How would the pH differ for a 0.1M solution of NaHCO3 vs 0.2M NaHCO3 - remain the same, double, half,or can't be calculated without Ka or Kb?
3 answers
The pH of a NaHCO3 solution is independent of the concn. pH = 1/2(pk1 + pk2)
is this because this acts as a polyprotic acid, or because the ratio in the Henderson Hasselbach for HA/A- remains the same?
It does act as a polyprotic acid (really diprotic) and I suppose one could argue that HA = A^- but I don't think that will hold. What you do is write down k1 and k2, then multiply k1*k2. If you will do that it ends up like this.
k1k2 = (H^+)(HCO3^-)/(H2CO3)x(H^+)(CO3^-2)/(HCO3^-).
So (H^+)*(H^+)=(H^+)^2, then (HCO3^-) in numerator and denominator cancels. It turns out that (CO3^-2) left in the numerator = (H2CO3) in the denominator and we are left with
k1k2 = (H^+)^2.
With the salts of H3PO4, it works the same way.
NaH2PO4 in water is sqrt(k1k2) while Na2HPO4) in water is sqrt(k2k3). You can go through similar derivations for those.
k1k2 = (H^+)(HCO3^-)/(H2CO3)x(H^+)(CO3^-2)/(HCO3^-).
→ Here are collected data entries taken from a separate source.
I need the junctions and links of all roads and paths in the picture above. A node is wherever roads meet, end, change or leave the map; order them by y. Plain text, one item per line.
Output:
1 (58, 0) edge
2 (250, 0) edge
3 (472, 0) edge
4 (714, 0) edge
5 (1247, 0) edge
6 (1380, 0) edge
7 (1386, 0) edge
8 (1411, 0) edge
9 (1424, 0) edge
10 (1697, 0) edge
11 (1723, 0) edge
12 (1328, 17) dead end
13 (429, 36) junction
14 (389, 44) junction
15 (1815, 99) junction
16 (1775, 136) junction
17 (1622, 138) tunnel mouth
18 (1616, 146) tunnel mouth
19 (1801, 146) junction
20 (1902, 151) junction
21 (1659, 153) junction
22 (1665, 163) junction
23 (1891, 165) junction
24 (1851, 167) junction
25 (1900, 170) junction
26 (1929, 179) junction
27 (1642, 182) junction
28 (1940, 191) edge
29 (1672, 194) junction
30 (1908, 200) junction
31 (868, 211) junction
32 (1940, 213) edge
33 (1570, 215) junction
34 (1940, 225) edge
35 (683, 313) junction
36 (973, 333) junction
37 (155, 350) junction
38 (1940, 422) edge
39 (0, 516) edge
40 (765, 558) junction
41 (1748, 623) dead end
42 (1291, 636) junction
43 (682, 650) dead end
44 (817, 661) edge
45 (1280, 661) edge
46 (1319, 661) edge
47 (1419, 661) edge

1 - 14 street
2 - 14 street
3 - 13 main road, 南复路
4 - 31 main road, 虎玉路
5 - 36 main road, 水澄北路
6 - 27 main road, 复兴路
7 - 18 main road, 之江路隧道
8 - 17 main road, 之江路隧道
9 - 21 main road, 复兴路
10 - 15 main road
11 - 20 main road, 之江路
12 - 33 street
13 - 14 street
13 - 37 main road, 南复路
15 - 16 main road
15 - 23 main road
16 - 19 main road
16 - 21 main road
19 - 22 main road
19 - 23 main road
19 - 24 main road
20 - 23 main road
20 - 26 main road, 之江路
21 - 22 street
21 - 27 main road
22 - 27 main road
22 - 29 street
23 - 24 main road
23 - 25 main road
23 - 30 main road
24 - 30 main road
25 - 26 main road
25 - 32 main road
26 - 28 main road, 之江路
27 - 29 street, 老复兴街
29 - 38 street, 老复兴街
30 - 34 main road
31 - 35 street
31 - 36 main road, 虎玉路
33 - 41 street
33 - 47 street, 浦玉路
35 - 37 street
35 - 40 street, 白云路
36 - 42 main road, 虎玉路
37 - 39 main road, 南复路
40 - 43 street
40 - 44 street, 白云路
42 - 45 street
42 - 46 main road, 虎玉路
So (H^+)*(H^+)=(H^+)^2, then (HCO3^-) in numerator and denominator cancels. It turns out that (CO3^-2) left in the numerator = (H2CO3) in the denominator and we are left with
k1k2 = (H^+)^2.
With the salts of H3PO4, it works the same way.
NaH2PO4 in water is sqrt(k1k2) while Na2HPO4) in water is sqrt(k2k3). You can go through similar derivations for those.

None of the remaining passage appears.